Links to materials will be posted here as they become available.
Curriculum
Day 1 - Fundamentals of Time Series Analysis with Python
This is a hands-on course for learning the basics of data wrangling and time series analysis with Python.
We will begin the course with a quick introduction to Python and the Google Colab environment which runs a Jupyter Notebook service for executing Python code in a web browser with no little user setup. We will then explore the use of libraries such as pandas
, numpy
and matplotlib
to data acquisition, timestamping, preprocessing and visualization. We will continue the session by introducing the fundamentals of time series analysis. Throughout the workshop you will gain experience implementing these analysis in Python in real-life case studies.
At the end of this module you will be able to:
- Get familiar with Python and the Google Colab environment.
- Use the Python libraries
pandas
andmatplotlib
to import, preprocessing, and data visualisation. - Work on time series data analysis with the Python libraries
pandas
andstatsmodels
.
Day 2 - Introduction to Time Series Data Mining
This workshop will introduce time series data mining techniques using Symbolic Aggregate approXimation (SAX) with the specifically dedicated Python library saxpy
, as well as with tslearn
which provides more general machine learning tools for the analysis of time series data. We will see the benefits of the data dimension reduction using SAX, as well as its possibilities on the application further of clustering and classification techniques.

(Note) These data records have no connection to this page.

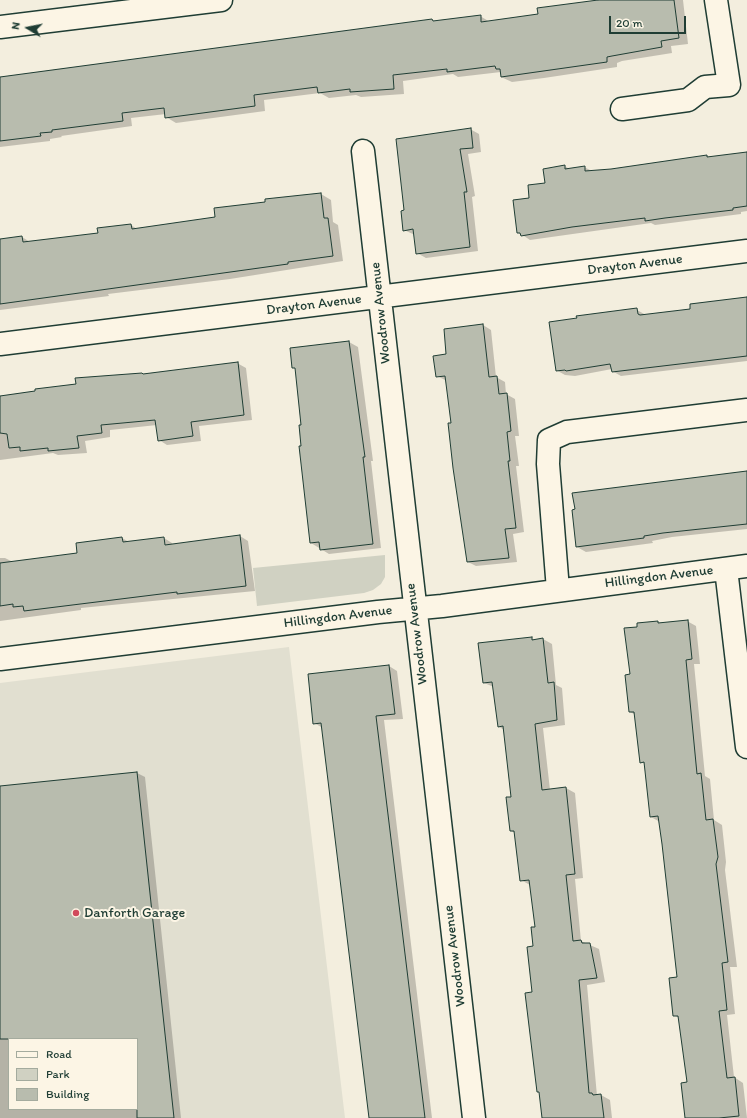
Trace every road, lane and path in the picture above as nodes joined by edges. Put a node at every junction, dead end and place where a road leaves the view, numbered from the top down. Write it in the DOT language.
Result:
graph roads {
  1 [pos="221,0"];
  2 [pos="716,0"];
  3 [pos="0,27"];
  4 [pos="622,109"];
  5 [pos="363,151"];
  6 [pos="747,251"];
  7 [pos="379,297"];
  8 [pos="0,344"];
  9 [pos="747,410"];
  10 [pos="737,567"];
  11 [pos="558,590"];
  12 [pos="414,609"];
  13 [pos="0,659"];
  14 [pos="747,747"];
  15 [pos="474,1118"];
  1 -- 3 [label="street"];
  2 -- 4 [label="street"];
  5 -- 7 [label="street, Woodrow Avenue"];
  6 -- 7 [label="street, Drayton Avenue"];
  7 -- 8 [label="street, Drayton Avenue"];
  7 -- 12 [label="street, Woodrow Avenue"];
  9 -- 11 [label="street"];
  10 -- 11 [label="street, Hillingdon Avenue"];
  10 -- 14 [label="street"];
  11 -- 12 [label="street, Hillingdon Avenue"];
  12 -- 13 [label="street, Hillingdon Avenue"];
  12 -- 15 [label="street, Woodrow Avenue"];
}
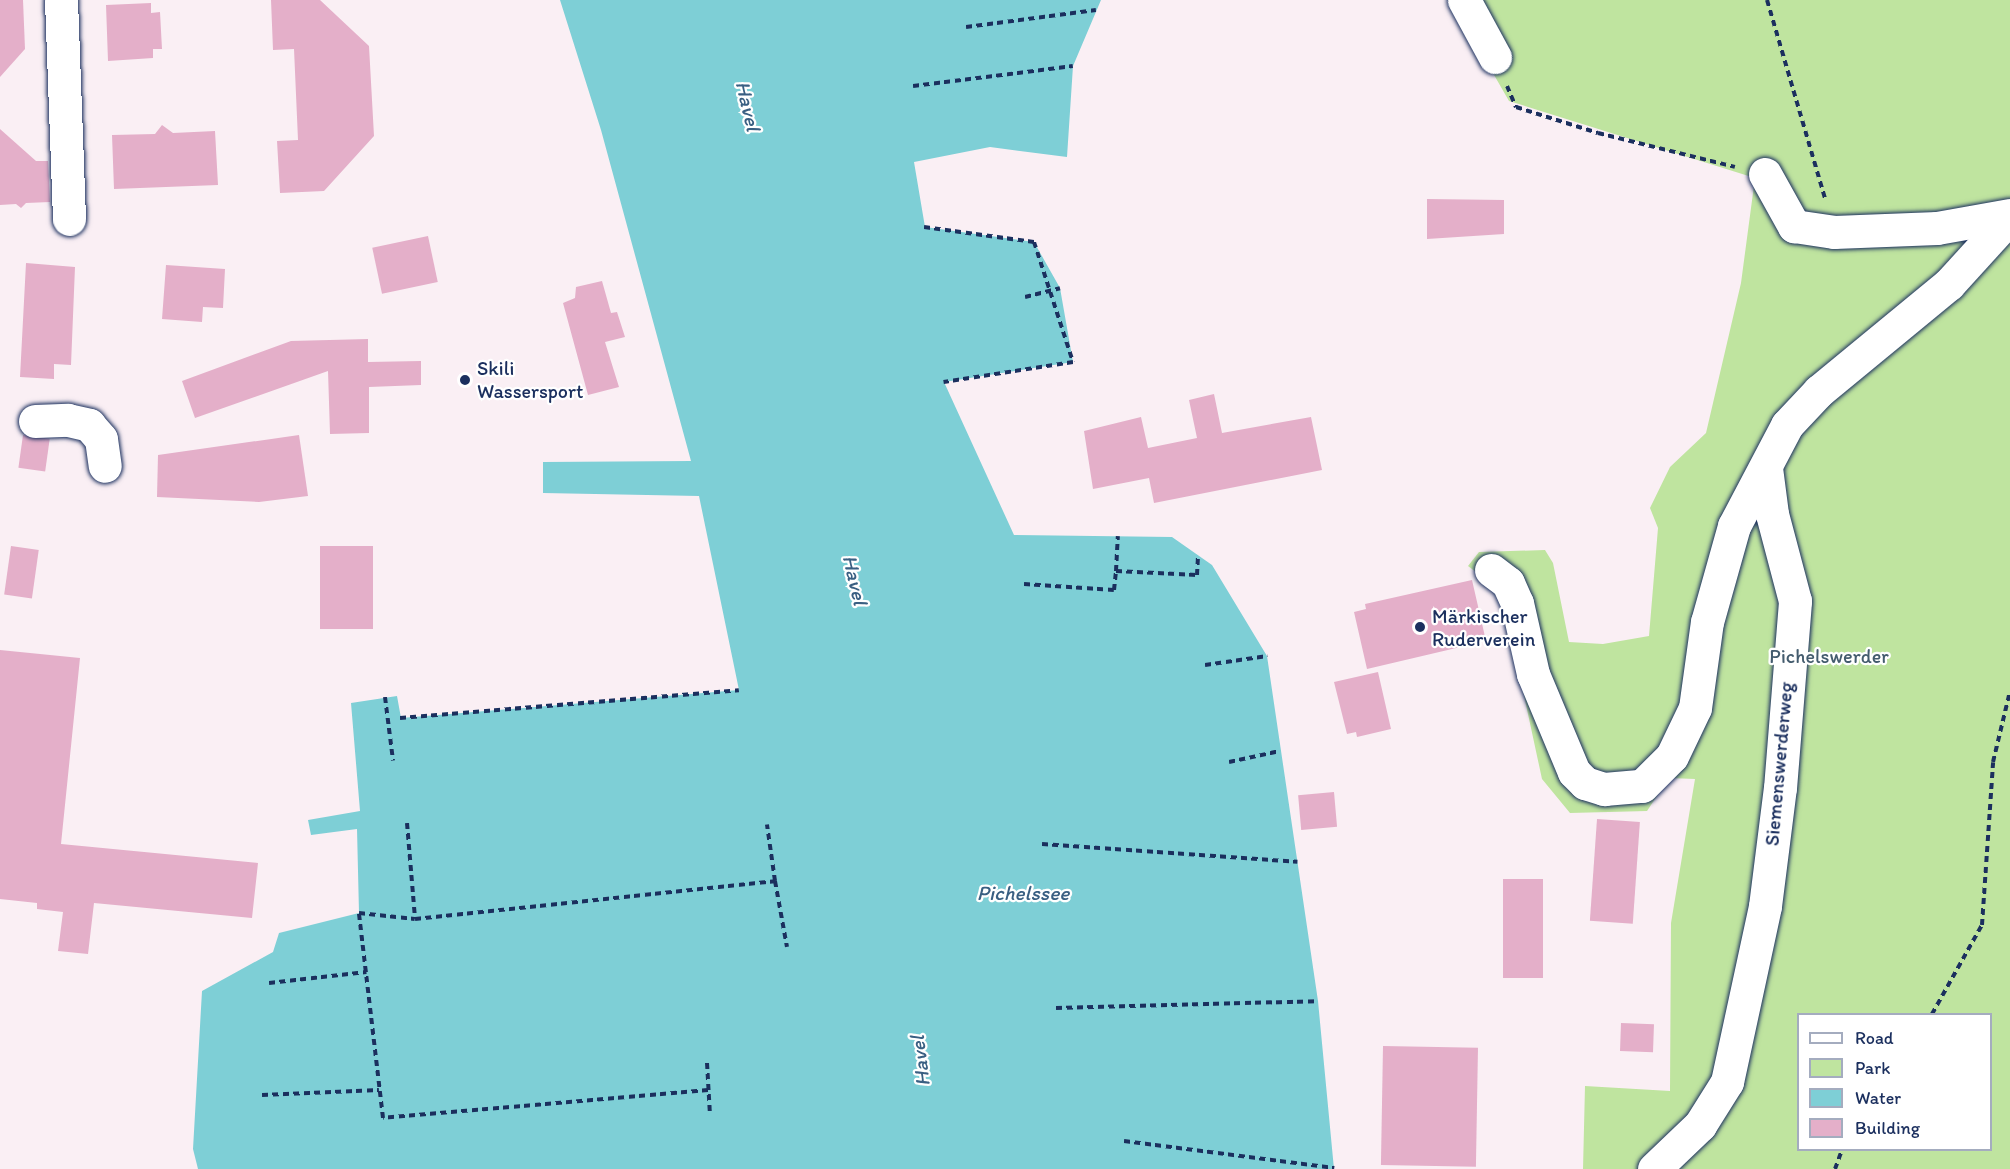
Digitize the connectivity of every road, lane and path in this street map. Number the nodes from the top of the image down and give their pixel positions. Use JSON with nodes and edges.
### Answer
{"nodes":[{"id":1,"x":61,"y":0,"type":"edge"},
{"id":2,"x":1464,"y":0,"type":"edge"},
{"id":3,"x":1767,"y":0,"type":"edge"},
{"id":4,"x":1096,"y":10,"type":"dead end"},
{"id":5,"x":966,"y":27,"type":"dead end"},
{"id":6,"x":1495,"y":57,"type":"joint"},
{"id":7,"x":1073,"y":66,"type":"dead end"},
{"id":8,"x":913,"y":86,"type":"dead end"},
{"id":9,"x":1765,"y":174,"type":"joint"},
{"id":10,"x":2010,"y":216,"type":"edge"},
{"id":11,"x":69,"y":219,"type":"dead end"},
{"id":12,"x":924,"y":227,"type":"dead end"},
{"id":13,"x":1834,"y":232,"type":"junction"},
{"id":14,"x":1060,"y":288,"type":"dead end"},
{"id":15,"x":1025,"y":297,"type":"dead end"},
{"id":16,"x":944,"y":382,"type":"dead end"},
{"id":17,"x":35,"y":421,"type":"dead end"},
{"id":18,"x":105,"y":466,"type":"dead end"},
{"id":19,"x":1766,"y":468,"type":"junction"},
{"id":20,"x":1118,"y":536,"type":"dead end"},
{"id":21,"x":1198,"y":556,"type":"dead end"},
{"id":22,"x":1491,"y":570,"type":"dead end"},
{"id":23,"x":1116,"y":571,"type":"junction"},
{"id":24,"x":1024,"y":584,"type":"dead end"},
{"id":25,"x":1267,"y":656,"type":"dead end"},
{"id":26,"x":1205,"y":665,"type":"dead end"},
{"id":27,"x":739,"y":690,"type":"dead end"},
{"id":28,"x":2010,"y":691,"type":"edge"},
{"id":29,"x":385,"y":697,"type":"dead end"},
{"id":30,"x":400,"y":718,"type":"dead end"},
{"id":31,"x":1280,"y":751,"type":"dead end"},
{"id":32,"x":393,"y":760,"type":"dead end"},
{"id":33,"x":1229,"y":762,"type":"dead end"},
{"id":34,"x":406,"y":823,"type":"dead end"},
{"id":35,"x":767,"y":825,"type":"dead end"},
{"id":36,"x":1042,"y":844,"type":"dead end"},
{"id":37,"x":1297,"y":862,"type":"dead end"},
{"id":38,"x":775,"y":881,"type":"junction"},
{"id":39,"x":415,"y":920,"type":"junction"},
{"id":40,"x":787,"y":947,"type":"dead end"},
{"id":41,"x":366,"y":972,"type":"junction"},
{"id":42,"x":269,"y":983,"type":"dead end"},
{"id":43,"x":1318,"y":1001,"type":"dead end"},
{"id":44,"x":1056,"y":1008,"type":"dead end"},
{"id":45,"x":1933,"y":1013,"type":"edge"},
{"id":46,"x":707,"y":1063,"type":"dead end"},
{"id":47,"x":379,"y":1090,"type":"junction"},
{"id":48,"x":708,"y":1090,"type":"junction"},
{"id":49,"x":262,"y":1095,"type":"dead end"},
{"id":50,"x":710,"y":1115,"type":"dead end"},
{"id":51,"x":1124,"y":1141,"type":"dead end"},
{"id":52,"x":1841,"y":1151,"type":"edge"},
{"id":53,"x":1334,"y":1168,"type":"edge"},
{"id":54,"x":1654,"y":1169,"type":"edge"},
{"id":55,"x":1835,"y":1169,"type":"edge"}],
"edges":[{"from":1,"to":11,"type":"street"},
{"from":2,"to":6,"type":"street"},
{"from":3,"to":13,"type":"path"},
{"from":4,"to":5,"type":"path"},
{"from":6,"to":9,"type":"path"},
{"from":7,"to":8,"type":"path"},
{"from":9,"to":13,"type":"street"},
{"from":10,"to":13,"type":"street"},
{"from":10,"to":19,"type":"street"},
{"from":12,"to":16,"type":"path"},
{"from":14,"to":15,"type":"path"},
{"from":17,"to":18,"type":"street"},
{"from":19,"to":22,"type":"street"},
{"from":19,"to":54,"type":"street","name":"Siemenswerderweg"},
{"from":20,"to":23,"type":"path"},
{"from":21,"to":23,"type":"path"},
{"from":23,"to":24,"type":"path"},
{"from":25,"to":26,"type":"path"},
{"from":27,"to":30,"type":"path"},
{"from":28,"to":45,"type":"path"},
{"from":29,"to":32,"type":"path"},
{"from":31,"to":33,"type":"path"},
{"from":34,"to":39,"type":"path"},
{"from":35,"to":38,"type":"path"},
{"from":36,"to":37,"type":"path"},
{"from":38,"to":39,"type":"path"},
{"from":38,"to":40,"type":"path"},
{"from":39,"to":41,"type":"path"},
{"from":41,"to":42,"type":"path"},
{"from":41,"to":47,"type":"path"},
{"from":43,"to":44,"type":"path"},
{"from":46,"to":48,"type":"path"},
{"from":47,"to":48,"type":"path"},
{"from":47,"to":49,"type":"path"},
{"from":48,"to":50,"type":"path"},
{"from":51,"to":53,"type":"path"},
{"from":52,"to":55,"type":"path"}]}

Matrix profile is a more advanced technique than SAX for time-series data mining. The workshop will introduce its theoretical basics while using the Python library matrixprofile
for motif and novelty/discord discovery. The first, aiding to extract the most common patterns in a time series and the latter, to detect points and subsequences of potential anomalies. Other data mining problems, such as clustering and shapelet discovery for time series classification, will also be explored.
This session cover:
- Use the Python library
saxpy
to work with SAX on time-series dimension reduction, clustering and classification. - Explore the Python library
tslearn
for basic analysis based on SAX as well as for other machine learning techniques for time series. - Work on time-series data mining using matrix profile and the Python library
matrixprofile
. - Matrix profile analysis will include the discovery of time series discords that will lead to new possibilities for anomaly detection.
About the Speaker
Dr Manuel Herrera is a Research Associate in distributed intelligent systems at the University of Cambridge. He has a PhD in Hydraulic Engineering and a degree in Statistics. His research focuses on predictive analytics and complex (adaptive) networks for smart and resilient critical infrastructure and utilities. Manuel’s interdisciplinary profile has proven to be successful in terms of the number and quality of publications; having a high academic impact. His latest research deals with AI-enabled management and maintenance of the UK national infrastructure. He is currently involved in projects of topics ranging from telecommunications to 5G ports. Manuel is a fellow of the Royal Statistical Society and a member of IEEE and the Complex Systems Society.